• _Exercise details_: Give back the records that follow exactly, images excluded.

• _Material to process_:
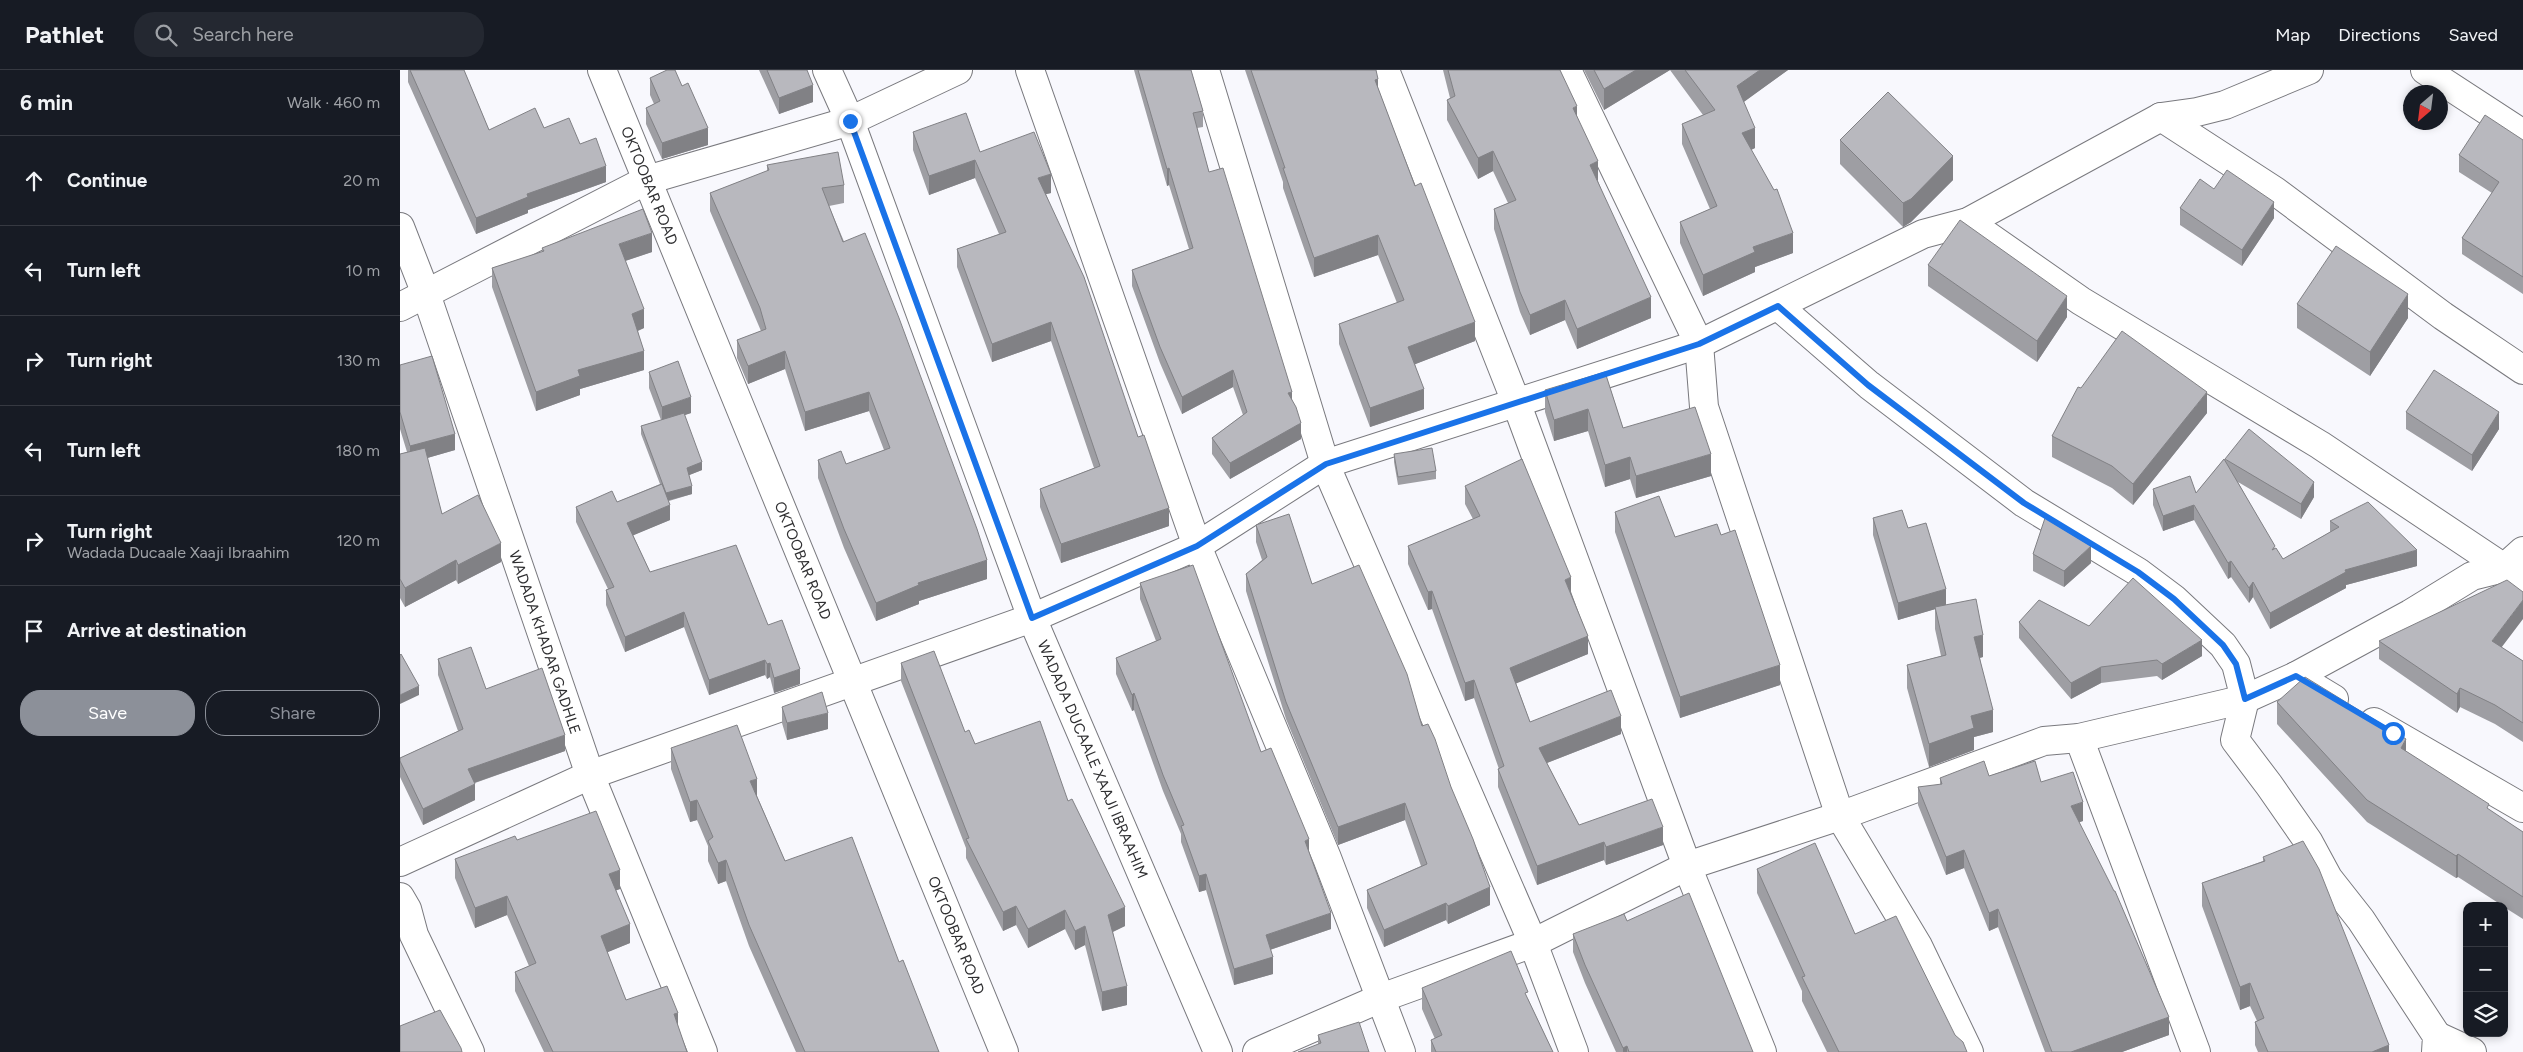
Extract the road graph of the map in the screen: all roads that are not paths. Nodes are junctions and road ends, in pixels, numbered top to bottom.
1 (602, 70) edge
2 (827, 70) edge
3 (958, 70) edge
4 (1030, 70) edge
5 (1205, 70) edge
6 (1385, 70) edge
7 (1567, 70) edge
8 (2425, 70) edge
9 (2302, 71) edge
10 (2161, 117) junction
11 (850, 121) junction
12 (2523, 134) edge
13 (647, 180) junction
14 (1968, 222) junction
15 (400, 227) edge
16 (426, 294) junction
17 (1778, 306) junction
18 (400, 307) edge
19 (1699, 344) junction
20 (2523, 370) edge
21 (1516, 402) junction
22 (1326, 464) junction
23 (1197, 546) junction
24 (2517, 567) edge
25 (1032, 618) junction
26 (2296, 676) junction
27 (850, 681) junction
28 (2245, 699) junction
29 (2079, 738) junction
30 (590, 775) junction
31 (2523, 808) edge
32 (1840, 816) junction
33 (400, 862) edge
34 (1687, 866) junction
35 (400, 897) edge
36 (1533, 943) junction
37 (1381, 998) junction
38 (2437, 1044) edge
39 (470, 1052) edge
40 (703, 1052) edge
41 (1004, 1052) edge
42 (1218, 1052) edge
43 (1257, 1052) edge
44 (1401, 1052) edge
45 (1574, 1052) edge
46 (1762, 1052) edge
47 (1969, 1052) edge
48 (2196, 1052) edge
49 (2472, 1052) edge

1 - 13 street, OKTOOBAR ROAD
2 - 11 street, WADADA DUCAALE XAAJI IBRAAHIM
3 - 11 street
4 - 23 street
5 - 22 street
6 - 21 street
7 - 19 street
8 - 12 street
9 - 10 street
10 - 14 street
10 - 20 street
11 - 13 street
11 - 25 street, WADADA DUCAALE XAAJI IBRAAHIM
13 - 16 street
13 - 27 street, OKTOOBAR ROAD
14 - 17 street
14 - 24 street
15 - 16 street, WADADA KHADAR GADHLE
16 - 18 street
16 - 30 street, WADADA KHADAR GADHLE
17 - 19 street
17 - 28 street
19 - 21 street
19 - 32 street
21 - 22 street
21 - 34 street
22 - 23 street
22 - 36 street
23 - 25 street
23 - 37 street
24 - 26 street
25 - 27 street
25 - 42 street, WADADA DUCAALE XAAJI IBRAAHIM
26 - 28 street
26 - 31 street
27 - 30 street
27 - 41 street, OKTOOBAR ROAD
28 - 29 street
28 - 38 street
29 - 32 street
29 - 48 street
30 - 33 street
30 - 40 street, WADADA KHADAR GADHLE
32 - 34 street
32 - 47 street
34 - 36 street
34 - 46 street
35 - 39 street
36 - 37 street
36 - 45 street
37 - 43 street
37 - 44 street
38 - 49 street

• _Answer to this problem_:
Extract the road graph of the map in the screen: all roads that are not paths. Nodes are junctions and road ends, in pixels, numbered top to bottom.
1 (602, 70) edge
2 (827, 70) edge
3 (958, 70) edge
4 (1030, 70) edge
5 (1205, 70) edge
6 (1385, 70) edge
7 (1567, 70) edge
8 (2425, 70) edge
9 (2302, 71) edge
10 (2161, 117) junction
11 (850, 121) junction
12 (2523, 134) edge
13 (647, 180) junction
14 (1968, 222) junction
15 (400, 227) edge
16 (426, 294) junction
17 (1778, 306) junction
18 (400, 307) edge
19 (1699, 344) junction
20 (2523, 370) edge
21 (1516, 402) junction
22 (1326, 464) junction
23 (1197, 546) junction
24 (2517, 567) edge
25 (1032, 618) junction
26 (2296, 676) junction
27 (850, 681) junction
28 (2245, 699) junction
29 (2079, 738) junction
30 (590, 775) junction
31 (2523, 808) edge
32 (1840, 816) junction
33 (400, 862) edge
34 (1687, 866) junction
35 (400, 897) edge
36 (1533, 943) junction
37 (1381, 998) junction
38 (2437, 1044) edge
39 (470, 1052) edge
40 (703, 1052) edge
41 (1004, 1052) edge
42 (1218, 1052) edge
43 (1257, 1052) edge
44 (1401, 1052) edge
45 (1574, 1052) edge
46 (1762, 1052) edge
47 (1969, 1052) edge
48 (2196, 1052) edge
49 (2472, 1052) edge

1 - 13 street, OKTOOBAR ROAD
2 - 11 street, WADADA DUCAALE XAAJI IBRAAHIM
3 - 11 street
4 - 23 street
5 - 22 street
6 - 21 street
7 - 19 street
8 - 12 street
9 - 10 street
10 - 14 street
10 - 20 street
11 - 13 street
11 - 25 street, WADADA DUCAALE XAAJI IBRAAHIM
13 - 16 street
13 - 27 street, OKTOOBAR ROAD
14 - 17 street
14 - 24 street
15 - 16 street, WADADA KHADAR GADHLE
16 - 18 street
16 - 30 street, WADADA KHADAR GADHLE
17 - 19 street
17 - 28 street
19 - 21 street
19 - 32 street
21 - 22 street
21 - 34 street
22 - 23 street
22 - 36 street
23 - 25 street
23 - 37 street
24 - 26 street
25 - 27 street
25 - 42 street, WADADA DUCAALE XAAJI IBRAAHIM
26 - 28 street
26 - 31 street
27 - 30 street
27 - 41 street, OKTOOBAR ROAD
28 - 29 street
28 - 38 street
29 - 32 street
29 - 48 street
30 - 33 street
30 - 40 street, WADADA KHADAR GADHLE
32 - 34 street
32 - 47 street
34 - 36 street
34 - 46 street
35 - 39 street
36 - 37 street
36 - 45 street
37 - 43 street
37 - 44 street
38 - 49 street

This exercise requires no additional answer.